Jimmy Thomson

Need a text book example of a classic stay at home defenseman? Look no further than Jimmy Thomson.

A product of the St. Mikes Majors, Jimmy joined the Leafs on a full time basis in 1946-47. He was soon paired with Gus Mortson on defense, a move that proved very fruitful for the Leafs. The two rock solid blueliners helped to solidify the Leaf's supremacy for years.

Known as the "Gold Dust Twins," Mortson and Thomson starred for the Leafs. They played a rock hard style that often left cuts and bruises on any enemy who dared to enter their zone. Thomson especially was positionally perfect and a thinking man's defensive rearguard. Mortson was more of a rusher of the two, while Thomson quietly went about his work. The pairing proved to be as valuable as it was impenetrable.

Despite not scoring a goal in 6 of his 11 seasons, and only scored 19 career goals in almost 800 games, Jimmy was honored with two Second Team All Star berths - 1950 and 1951. He was a good passer as his 215 assists suggest.

In the late 1940s it was very rare for the defensemen to get very involved in the offensive attack. So while Thomson wasn't deprived of good skills, he thrived by protecting his own zone. Thomson was physical though clean. He never had over 100 minutes in penalties in one season. He did lead the league in playoff penalty minutes in 1951 with 34 minutes in 11 games.

Thomson was a big part of 4 Toronto Maple Leafs Stanley Cup Championship. In fact those 4 championship seasons came in his first 5 NHL seasons, including three straight in 1947, 1948 and 1949.

Thomson was named as the Maple Leafs captain in 1956-57 but was traded in the summer of 1957. The Leafs became disenchanted with his active involvement in the fledgling attempts at forming a player's association. Conn Smythe questioned his loyalty and then sent him to Chicago for cash.

Thomson played just one season in Chicago before retiring in 1958. In total "Jeems" scored 234 points in 787 games and won 4 Stanley Cups.

So was Jimmy Thomson one of the best defensive d-men ever? Celebrated author/broadcaster Stan Fishcler once included him among his top ten best defensive defenseman ever.
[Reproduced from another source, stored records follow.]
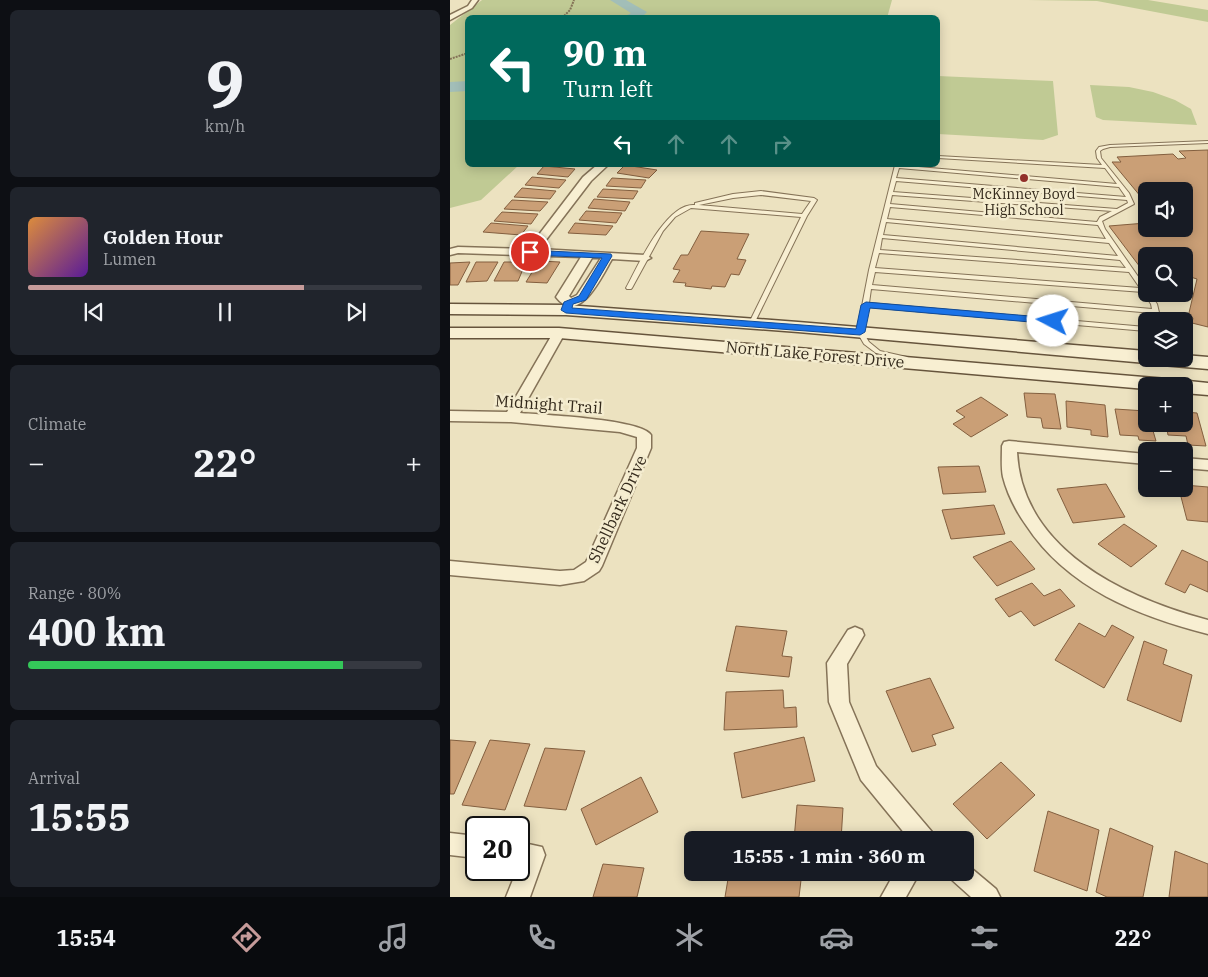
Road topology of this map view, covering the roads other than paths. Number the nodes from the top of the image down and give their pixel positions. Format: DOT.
graph roads {
  1 [pos="475,0"];
  2 [pos="452,17"];
  3 [pos="1208,142"];
  4 [pos="940,157"];
  5 [pos="601,167"];
  6 [pos="897,167"];
  7 [pos="908,167"];
  8 [pos="1106,167"];
  9 [pos="894,179"];
  10 [pos="1120,186"];
  11 [pos="890,193"];
  12 [pos="1129,199"];
  13 [pos="887,205"];
  14 [pos="690,206"];
  15 [pos="1118,211"];
  16 [pos="804,216"];
  17 [pos="884,220"];
  18 [pos="1100,224"];
  19 [pos="880,236"];
  20 [pos="1110,241"];
  21 [pos="877,251"];
  22 [pos="450,252"];
  23 [pos="530,252"];
  24 [pos="589,254"];
  25 [pos="608,256"];
  26 [pos="645,258"];
  27 [pos="1122,258"];
  28 [pos="872,270"];
  29 [pos="1131,270"];
  30 [pos="1138,280"];
  31 [pos="629,288"];
  32 [pos="869,288"];
  33 [pos="1138,291"];
  34 [pos="1151,302"];
  35 [pos="866,305"];
  36 [pos="568,306"];
  37 [pos="450,309"];
  38 [pos="1155,311"];
  39 [pos="752,323"];
  40 [pos="1138,328"];
  41 [pos="860,332"];
  42 [pos="450,333"];
  43 [pos="559,334"];
  44 [pos="1138,356"];
  45 [pos="1193,362"];
  46 [pos="1208,363"];
  47 [pos="931,364"];
  48 [pos="1138,382"];
  49 [pos="1193,388"];
  50 [pos="1208,389"];
  51 [pos="450,416"];
  52 [pos="511,418"];
  53 [pos="644,435"];
  54 [pos="1138,458"];
  55 [pos="1193,464"];
  56 [pos="1208,465"];
  57 [pos="450,568"];
  58 [pos="1208,627"];
  59 [pos="854,636"];
  60 [pos="917,831"];
  61 [pos="450,844"];
  62 [pos="465,846"];
  63 [pos="521,881"];
  64 [pos="903,881"];
  65 [pos="970,881"];
  66 [pos="518,897"];
  67 [pos="893,897"];
  68 [pos="988,897"];
  1 -- 2 [label="street"];
  3 -- 8 [label="lane"];
  4 -- 8 [label="lane"];
  5 -- 23 [label="street"];
  6 -- 9 [label="lane"];
  7 -- 10 [label="lane"];
  8 -- 10 [label="lane"];
  9 -- 11 [label="lane"];
  9 -- 12 [label="lane"];
  10 -- 12 [label="lane"];
  11 -- 13 [label="lane"];
  11 -- 15 [label="lane"];
  12 -- 15 [label="lane"];
  13 -- 17 [label="lane"];
  13 -- 18 [label="lane"];
  14 -- 16 [label="lane"];
  14 -- 16 [label="lane"];
  14 -- 26 [label="lane"];
  15 -- 18 [label="lane"];
  16 -- 39 [label="lane"];
  17 -- 19 [label="lane"];
  17 -- 20 [label="lane"];
  18 -- 20 [label="lane"];
  19 -- 21 [label="lane"];
  19 -- 27 [label="lane"];
  20 -- 27 [label="lane"];
  21 -- 28 [label="lane"];
  21 -- 29 [label="lane"];
  22 -- 23 [label="street"];
  23 -- 24 [label="street"];
  24 -- 25 [label="street"];
  24 -- 36 [label="street"];
  25 -- 26 [label="street"];
  25 -- 36 [label="street"];
  26 -- 31 [label="lane"];
  27 -- 29 [label="lane"];
  28 -- 32 [label="lane"];
  28 -- 33 [label="lane"];
  29 -- 30 [label="lane"];
  32 -- 35 [label="lane"];
  32 -- 38 [label="lane"];
  34 -- 38 [label="lane"];
  35 -- 40 [label="lane"];
  35 -- 41 [label="lane"];
  36 -- 37 [label="main road, North Lake Forest Drive"];
  36 -- 39 [label="main road, North Lake Forest Drive"];
  36 -- 43 [label="main road"];
  39 -- 41 [label="main road, North Lake Forest Drive"];
  41 -- 44 [label="main road, North Lake Forest Drive"];
  41 -- 47 [label="lane"];
  42 -- 43 [label="main road, North Lake Forest Drive"];
  43 -- 47 [label="main road, North Lake Forest Drive"];
  43 -- 52 [label="street"];
  45 -- 46 [label="main road"];
  47 -- 48 [label="main road, North Lake Forest Drive"];
  49 -- 50 [label="main road, North Lake Forest Drive"];
  51 -- 52 [label="street, Midnight Trail"];
  52 -- 53 [label="street, Midnight Trail"];
  53 -- 57 [label="street, Shellbark Drive"];
  54 -- 58 [label="street"];
  55 -- 56 [label="street"];
  59 -- 60 [label="street"];
  61 -- 62 [label="street"];
  63 -- 66 [label="street"];
  64 -- 67 [label="street"];
  65 -- 68 [label="street"];
}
Fischler's list, from the 1983 book Hockey's 100, looks as so -

Doug Harvey
Tim Horton
Eddie Shore
Ching Johnson
Hap Day
Emile Bouchard
Jack Stewart
Dit Clapper
Jim Thomson
Ken Morrow

That is some pretty impressive company.

After a season in Chicago Thomson returned to southern Ontario and became quite successful in the home heating business.